Ageism—which is bias or discrimination on the basis of age—arguably impacts both young and old. The perception that teenagers are dangerous or that those who are older are slower or incompetent are two of many attributes of ageism. Skaar’s presentation illuminated how ageism stems from our relationship to our own aging. In 2020, people spent over $16.7 billion on plastic surgery with 42.9% of those procedures specifically on anti-aging and body contouring services.

Understanding ourselves and coming to terms with our own ever-aging existence is the first step, she said, in countering the biases we hold toward ourselves and others. And once we are aware, then we can work toward integration and activism for both ourselves and others.

Ableism and Adaptive Sports: Wheelchair Basketball

Have you ever played basketball? The sport, which was invented in the 19th century, was intended to foster teamwork. Since, basketball has grown (literally) be known for the lanky athletes that charge up and down the court, dribbling and shooting to earn the coveted three-point shot. As a part of the Diversity Fair events, Scott Youngs and Patty Rollison, members of the Silver State Highrollers, hosted a workshop in wheelchair basketball for TMCC students.

Replacing your legs with wheels changes the game, to say the least. Yet, both Youngs and Rollison have been competing in adaptive sports for most of their lives, demonstrating that what it means to be “able-bodied” is just what it sounds like: it’s no small feat to dribble a ball in a wheelchair capable of turning a dime. That takes a lot of practice, skill and... guts. And yet, when it comes to the question of “able-bodied”, that, too, can be complicated.

Yet, more than 23 percent of the citizens of Nevada are living with disabilities, more than a full percent greater than the average rate in the United States. One in five adults—more than 53 million people—in the country has a disability of one form or another, with state-level estimates ranging from 1 in 6 in Minnesota to nearly 1 in 3 in Alabama.

And yet for athletes like Youngs and Rollison, that definition hasn’t prevented either one of them from playing ball. Youngs has been playing wheelchair basketball for over 30 years. Rollison, too, has a long, decorated athletic legacy despite a long-term spinal cord injury. She started playing Open Adaptive Tennis in 1984, and by 1996 was ranked as the top women’s wheelchair tennis player in the country, as well as fifth worldwide. Like Youngs, she has also been playing wheelchair basketball for over 30 years.

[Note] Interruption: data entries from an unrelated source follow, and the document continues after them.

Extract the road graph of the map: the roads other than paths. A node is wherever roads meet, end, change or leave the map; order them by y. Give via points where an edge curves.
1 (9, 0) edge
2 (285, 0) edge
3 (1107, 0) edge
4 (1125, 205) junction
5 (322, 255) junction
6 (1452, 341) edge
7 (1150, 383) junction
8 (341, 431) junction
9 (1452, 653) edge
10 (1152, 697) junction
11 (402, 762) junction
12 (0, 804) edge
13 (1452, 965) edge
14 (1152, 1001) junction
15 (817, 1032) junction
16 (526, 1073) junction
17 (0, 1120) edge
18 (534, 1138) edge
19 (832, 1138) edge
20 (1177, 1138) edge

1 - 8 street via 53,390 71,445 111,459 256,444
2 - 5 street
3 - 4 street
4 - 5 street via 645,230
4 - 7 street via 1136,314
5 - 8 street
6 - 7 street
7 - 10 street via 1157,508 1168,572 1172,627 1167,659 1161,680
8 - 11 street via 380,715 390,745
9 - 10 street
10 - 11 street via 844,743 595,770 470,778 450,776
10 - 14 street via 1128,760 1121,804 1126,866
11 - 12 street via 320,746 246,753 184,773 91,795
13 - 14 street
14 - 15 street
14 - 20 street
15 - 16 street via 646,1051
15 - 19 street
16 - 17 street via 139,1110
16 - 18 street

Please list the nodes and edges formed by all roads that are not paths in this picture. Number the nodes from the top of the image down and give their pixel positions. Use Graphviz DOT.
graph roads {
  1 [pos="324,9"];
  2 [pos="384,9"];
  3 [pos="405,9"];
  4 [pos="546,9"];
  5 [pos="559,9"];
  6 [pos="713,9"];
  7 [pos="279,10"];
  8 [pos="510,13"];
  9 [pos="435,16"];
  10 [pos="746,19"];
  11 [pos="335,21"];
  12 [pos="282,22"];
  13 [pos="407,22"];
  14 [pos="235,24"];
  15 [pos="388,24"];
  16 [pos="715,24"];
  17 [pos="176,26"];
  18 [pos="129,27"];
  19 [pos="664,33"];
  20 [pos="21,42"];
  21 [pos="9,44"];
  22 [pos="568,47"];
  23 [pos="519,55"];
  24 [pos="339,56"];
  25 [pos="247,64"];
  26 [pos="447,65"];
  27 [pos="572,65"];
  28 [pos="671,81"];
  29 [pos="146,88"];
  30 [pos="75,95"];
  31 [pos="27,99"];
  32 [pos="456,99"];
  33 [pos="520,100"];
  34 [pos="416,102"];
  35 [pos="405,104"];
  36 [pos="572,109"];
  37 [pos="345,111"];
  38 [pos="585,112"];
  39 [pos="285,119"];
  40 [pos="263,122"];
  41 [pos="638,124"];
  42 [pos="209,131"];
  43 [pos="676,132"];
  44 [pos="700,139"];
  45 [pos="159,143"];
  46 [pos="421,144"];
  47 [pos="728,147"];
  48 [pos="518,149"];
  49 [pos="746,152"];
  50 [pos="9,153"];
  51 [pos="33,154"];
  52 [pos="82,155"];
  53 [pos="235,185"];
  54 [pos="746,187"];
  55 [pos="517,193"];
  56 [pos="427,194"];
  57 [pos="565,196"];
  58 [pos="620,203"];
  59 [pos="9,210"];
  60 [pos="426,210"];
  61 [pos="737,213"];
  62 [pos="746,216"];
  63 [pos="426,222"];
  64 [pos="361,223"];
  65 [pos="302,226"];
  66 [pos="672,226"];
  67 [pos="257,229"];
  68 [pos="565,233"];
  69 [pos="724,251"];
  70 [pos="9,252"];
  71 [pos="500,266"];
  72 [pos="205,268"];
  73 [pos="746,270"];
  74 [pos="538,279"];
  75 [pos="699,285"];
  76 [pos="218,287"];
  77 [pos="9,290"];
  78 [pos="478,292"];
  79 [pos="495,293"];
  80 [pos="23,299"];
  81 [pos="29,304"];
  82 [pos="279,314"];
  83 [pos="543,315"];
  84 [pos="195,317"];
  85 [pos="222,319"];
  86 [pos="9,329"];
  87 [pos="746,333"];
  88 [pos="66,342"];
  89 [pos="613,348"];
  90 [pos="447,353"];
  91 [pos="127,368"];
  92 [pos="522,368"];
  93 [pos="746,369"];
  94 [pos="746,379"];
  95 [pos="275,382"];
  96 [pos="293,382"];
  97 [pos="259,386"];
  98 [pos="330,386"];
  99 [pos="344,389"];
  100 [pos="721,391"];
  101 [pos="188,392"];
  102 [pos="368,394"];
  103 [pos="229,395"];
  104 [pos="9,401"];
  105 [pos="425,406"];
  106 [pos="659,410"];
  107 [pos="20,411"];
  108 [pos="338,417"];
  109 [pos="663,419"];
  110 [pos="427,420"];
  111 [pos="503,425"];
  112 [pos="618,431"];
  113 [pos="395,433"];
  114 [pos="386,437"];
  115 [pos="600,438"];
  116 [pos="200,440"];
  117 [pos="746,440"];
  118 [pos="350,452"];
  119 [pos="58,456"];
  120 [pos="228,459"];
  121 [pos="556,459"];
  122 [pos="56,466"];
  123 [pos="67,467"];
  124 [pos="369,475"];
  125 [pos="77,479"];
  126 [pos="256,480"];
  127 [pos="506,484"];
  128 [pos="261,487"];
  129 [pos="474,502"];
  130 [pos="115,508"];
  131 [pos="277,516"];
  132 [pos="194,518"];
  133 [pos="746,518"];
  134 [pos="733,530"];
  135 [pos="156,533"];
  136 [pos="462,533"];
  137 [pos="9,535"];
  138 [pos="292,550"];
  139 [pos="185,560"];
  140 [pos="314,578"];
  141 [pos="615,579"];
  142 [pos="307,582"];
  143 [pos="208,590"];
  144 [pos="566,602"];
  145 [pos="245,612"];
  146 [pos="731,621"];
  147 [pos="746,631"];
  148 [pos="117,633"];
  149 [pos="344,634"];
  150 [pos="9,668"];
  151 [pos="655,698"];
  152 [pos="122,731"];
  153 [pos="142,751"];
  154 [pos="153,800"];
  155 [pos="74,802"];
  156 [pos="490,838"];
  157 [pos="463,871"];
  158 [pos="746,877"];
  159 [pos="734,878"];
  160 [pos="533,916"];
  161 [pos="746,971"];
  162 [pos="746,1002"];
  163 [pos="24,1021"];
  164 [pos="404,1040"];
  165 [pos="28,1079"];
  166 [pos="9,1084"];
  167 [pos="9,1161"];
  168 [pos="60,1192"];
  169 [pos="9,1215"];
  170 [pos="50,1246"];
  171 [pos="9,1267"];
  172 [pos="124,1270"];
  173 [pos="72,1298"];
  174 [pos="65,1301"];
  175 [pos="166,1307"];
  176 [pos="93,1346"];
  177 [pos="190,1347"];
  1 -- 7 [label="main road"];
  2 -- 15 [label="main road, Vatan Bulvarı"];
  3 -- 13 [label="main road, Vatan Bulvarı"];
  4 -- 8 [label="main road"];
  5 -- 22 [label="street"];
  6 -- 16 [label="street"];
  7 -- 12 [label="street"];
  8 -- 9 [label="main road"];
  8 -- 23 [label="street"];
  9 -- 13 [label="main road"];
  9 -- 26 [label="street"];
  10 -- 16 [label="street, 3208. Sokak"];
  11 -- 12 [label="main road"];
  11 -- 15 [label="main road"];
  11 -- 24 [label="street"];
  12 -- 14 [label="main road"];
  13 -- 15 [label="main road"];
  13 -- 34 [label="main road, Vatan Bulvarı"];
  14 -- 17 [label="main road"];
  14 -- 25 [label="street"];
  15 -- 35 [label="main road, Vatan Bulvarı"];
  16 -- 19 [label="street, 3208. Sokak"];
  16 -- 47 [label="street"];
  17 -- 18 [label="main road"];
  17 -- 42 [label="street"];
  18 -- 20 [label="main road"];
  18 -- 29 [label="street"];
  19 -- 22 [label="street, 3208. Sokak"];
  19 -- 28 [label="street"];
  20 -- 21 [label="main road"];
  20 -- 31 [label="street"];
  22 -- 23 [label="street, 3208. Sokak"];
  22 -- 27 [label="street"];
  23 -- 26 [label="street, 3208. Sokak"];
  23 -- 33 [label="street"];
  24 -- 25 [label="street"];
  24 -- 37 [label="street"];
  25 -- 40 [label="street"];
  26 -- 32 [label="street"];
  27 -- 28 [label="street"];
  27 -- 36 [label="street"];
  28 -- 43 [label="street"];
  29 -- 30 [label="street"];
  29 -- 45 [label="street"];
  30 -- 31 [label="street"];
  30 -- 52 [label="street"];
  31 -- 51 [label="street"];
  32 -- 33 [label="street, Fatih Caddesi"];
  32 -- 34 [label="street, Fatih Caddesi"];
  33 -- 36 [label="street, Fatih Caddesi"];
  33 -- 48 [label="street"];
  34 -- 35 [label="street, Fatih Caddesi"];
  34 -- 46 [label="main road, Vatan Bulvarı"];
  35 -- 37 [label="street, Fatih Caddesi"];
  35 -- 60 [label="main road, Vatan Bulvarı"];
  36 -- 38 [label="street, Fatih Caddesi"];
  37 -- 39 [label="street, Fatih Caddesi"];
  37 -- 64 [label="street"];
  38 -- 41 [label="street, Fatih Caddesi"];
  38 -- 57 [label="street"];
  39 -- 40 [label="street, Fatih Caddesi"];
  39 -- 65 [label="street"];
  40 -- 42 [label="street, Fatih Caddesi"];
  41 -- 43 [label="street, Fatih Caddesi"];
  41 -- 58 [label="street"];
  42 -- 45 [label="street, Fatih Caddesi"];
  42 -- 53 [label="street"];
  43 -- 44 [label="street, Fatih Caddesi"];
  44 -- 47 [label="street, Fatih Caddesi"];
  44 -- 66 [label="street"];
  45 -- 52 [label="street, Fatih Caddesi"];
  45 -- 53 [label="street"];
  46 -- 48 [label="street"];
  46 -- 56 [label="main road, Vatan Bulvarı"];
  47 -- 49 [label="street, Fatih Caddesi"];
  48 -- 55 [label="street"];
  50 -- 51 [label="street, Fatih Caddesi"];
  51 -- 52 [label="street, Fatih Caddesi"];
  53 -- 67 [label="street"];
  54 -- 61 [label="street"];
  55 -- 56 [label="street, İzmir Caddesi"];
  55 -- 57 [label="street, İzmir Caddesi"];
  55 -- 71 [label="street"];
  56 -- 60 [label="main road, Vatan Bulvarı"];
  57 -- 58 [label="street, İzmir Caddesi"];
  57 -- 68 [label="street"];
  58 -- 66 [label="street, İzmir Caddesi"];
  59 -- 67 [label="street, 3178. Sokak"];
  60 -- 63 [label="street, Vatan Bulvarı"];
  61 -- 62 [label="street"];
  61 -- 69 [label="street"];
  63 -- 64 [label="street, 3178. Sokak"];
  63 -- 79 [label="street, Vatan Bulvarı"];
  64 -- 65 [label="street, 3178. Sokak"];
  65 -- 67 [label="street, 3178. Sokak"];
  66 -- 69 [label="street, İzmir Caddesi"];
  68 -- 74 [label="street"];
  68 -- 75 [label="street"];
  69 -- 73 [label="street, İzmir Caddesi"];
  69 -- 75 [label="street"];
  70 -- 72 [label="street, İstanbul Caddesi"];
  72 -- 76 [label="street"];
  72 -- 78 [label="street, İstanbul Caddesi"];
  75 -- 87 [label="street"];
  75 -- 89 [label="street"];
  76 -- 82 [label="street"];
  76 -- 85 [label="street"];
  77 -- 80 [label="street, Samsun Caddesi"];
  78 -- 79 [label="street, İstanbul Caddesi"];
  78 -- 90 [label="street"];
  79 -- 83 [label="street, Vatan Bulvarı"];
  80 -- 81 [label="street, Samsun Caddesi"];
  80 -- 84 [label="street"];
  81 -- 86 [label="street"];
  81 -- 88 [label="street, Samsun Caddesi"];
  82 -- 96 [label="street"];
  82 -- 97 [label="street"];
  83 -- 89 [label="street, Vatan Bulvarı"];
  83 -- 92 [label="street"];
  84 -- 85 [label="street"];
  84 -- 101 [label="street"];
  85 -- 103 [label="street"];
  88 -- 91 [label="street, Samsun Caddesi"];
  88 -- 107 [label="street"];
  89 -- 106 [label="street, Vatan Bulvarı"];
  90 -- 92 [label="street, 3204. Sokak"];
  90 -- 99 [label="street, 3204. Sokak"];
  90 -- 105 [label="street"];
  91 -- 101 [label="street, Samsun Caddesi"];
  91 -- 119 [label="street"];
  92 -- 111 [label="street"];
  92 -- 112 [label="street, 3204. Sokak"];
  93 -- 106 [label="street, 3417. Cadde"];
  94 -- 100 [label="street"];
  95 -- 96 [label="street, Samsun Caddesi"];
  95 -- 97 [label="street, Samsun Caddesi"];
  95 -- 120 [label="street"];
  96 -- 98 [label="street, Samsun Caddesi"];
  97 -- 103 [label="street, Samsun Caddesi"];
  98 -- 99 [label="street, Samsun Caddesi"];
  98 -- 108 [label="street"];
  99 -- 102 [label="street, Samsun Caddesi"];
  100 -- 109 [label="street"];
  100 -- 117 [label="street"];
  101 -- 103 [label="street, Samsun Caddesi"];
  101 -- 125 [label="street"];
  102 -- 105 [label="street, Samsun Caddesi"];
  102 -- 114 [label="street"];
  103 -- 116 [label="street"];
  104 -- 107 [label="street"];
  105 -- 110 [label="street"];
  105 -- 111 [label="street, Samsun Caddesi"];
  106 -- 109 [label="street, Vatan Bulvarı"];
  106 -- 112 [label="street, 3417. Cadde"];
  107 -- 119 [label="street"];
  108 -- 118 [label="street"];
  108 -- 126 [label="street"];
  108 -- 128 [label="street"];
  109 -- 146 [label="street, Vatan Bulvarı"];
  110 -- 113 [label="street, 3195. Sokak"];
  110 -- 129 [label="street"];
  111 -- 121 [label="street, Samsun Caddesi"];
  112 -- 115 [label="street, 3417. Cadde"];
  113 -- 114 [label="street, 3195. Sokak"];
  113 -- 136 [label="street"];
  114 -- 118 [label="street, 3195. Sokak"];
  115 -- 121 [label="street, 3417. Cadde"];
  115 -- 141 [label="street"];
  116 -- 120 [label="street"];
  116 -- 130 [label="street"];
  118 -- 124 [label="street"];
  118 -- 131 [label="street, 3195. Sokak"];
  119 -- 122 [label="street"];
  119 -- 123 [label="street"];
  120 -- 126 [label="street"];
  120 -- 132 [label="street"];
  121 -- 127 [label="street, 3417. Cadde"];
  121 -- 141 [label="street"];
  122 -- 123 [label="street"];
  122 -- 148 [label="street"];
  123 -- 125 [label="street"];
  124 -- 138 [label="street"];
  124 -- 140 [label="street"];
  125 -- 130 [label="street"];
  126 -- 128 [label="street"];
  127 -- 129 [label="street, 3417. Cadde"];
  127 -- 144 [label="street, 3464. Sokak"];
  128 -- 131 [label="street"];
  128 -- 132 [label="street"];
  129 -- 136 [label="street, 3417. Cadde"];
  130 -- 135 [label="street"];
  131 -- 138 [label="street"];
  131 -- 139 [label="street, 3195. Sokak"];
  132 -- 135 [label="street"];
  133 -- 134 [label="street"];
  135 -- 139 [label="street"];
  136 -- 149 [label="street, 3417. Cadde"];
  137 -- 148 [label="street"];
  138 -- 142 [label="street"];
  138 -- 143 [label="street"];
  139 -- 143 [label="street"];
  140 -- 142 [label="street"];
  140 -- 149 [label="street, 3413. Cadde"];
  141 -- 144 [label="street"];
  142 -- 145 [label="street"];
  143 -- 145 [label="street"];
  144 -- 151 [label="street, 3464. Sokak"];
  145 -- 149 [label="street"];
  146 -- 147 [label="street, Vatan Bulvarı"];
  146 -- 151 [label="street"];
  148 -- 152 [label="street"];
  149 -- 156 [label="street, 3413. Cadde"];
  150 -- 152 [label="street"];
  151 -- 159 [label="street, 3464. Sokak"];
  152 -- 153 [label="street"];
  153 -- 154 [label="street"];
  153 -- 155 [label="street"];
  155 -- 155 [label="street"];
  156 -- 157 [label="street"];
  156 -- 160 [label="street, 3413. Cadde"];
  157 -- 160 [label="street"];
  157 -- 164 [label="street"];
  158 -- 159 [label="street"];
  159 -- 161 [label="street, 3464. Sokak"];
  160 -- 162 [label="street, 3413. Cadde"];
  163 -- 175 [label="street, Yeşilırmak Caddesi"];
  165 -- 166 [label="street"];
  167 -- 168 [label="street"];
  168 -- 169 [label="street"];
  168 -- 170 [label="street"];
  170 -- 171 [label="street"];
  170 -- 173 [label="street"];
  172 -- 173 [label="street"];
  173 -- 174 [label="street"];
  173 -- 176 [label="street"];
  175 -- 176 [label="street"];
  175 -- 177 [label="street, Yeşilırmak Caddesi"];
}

She said being around others who played sports in wheelchairs inspired her to get involved. “I learned a lot—how to transfer, how to handle myself, and to travel. But, mainly I learned how to live,” she said. 

In addition to playing wheelchair basketball, Rollison goes to rehab hospitals to speak to those who have been injured. “I go to the rehab hospitals with newly injured people and say ‘you can do this.’ You can do whatever you want.'” 

As members of the Silver State Highrollers, both Youngs and Rollison hold a consistent weekly practice schedule and play a complete league season from August to April. At the Diversity Fair, they taught TMCC students nuances of the game: that you can only push your chair twice before having to dribble to avoid a traveling call, or how to use the rotation of the chair’s wheel to help retrieve a ball that’s gone courtside. 

For students who re-learned a game they might have been familiar with on two legs, one thing became very clear: identity is a fluid thing, and one that grows along with us as each of us becomes more complicated in an increasingly diverse world.  And yet, despite all of that, we shouldn’t be afraid to take part. All of us, in one way or another, can belong.

For Rollison, this is the message she delivers to people both in hospitals and in settings like the TMCC Diversity Fair. “It doesn’t matter how old you are or any kind of physical impairment. You can get out there, and do it,” she said.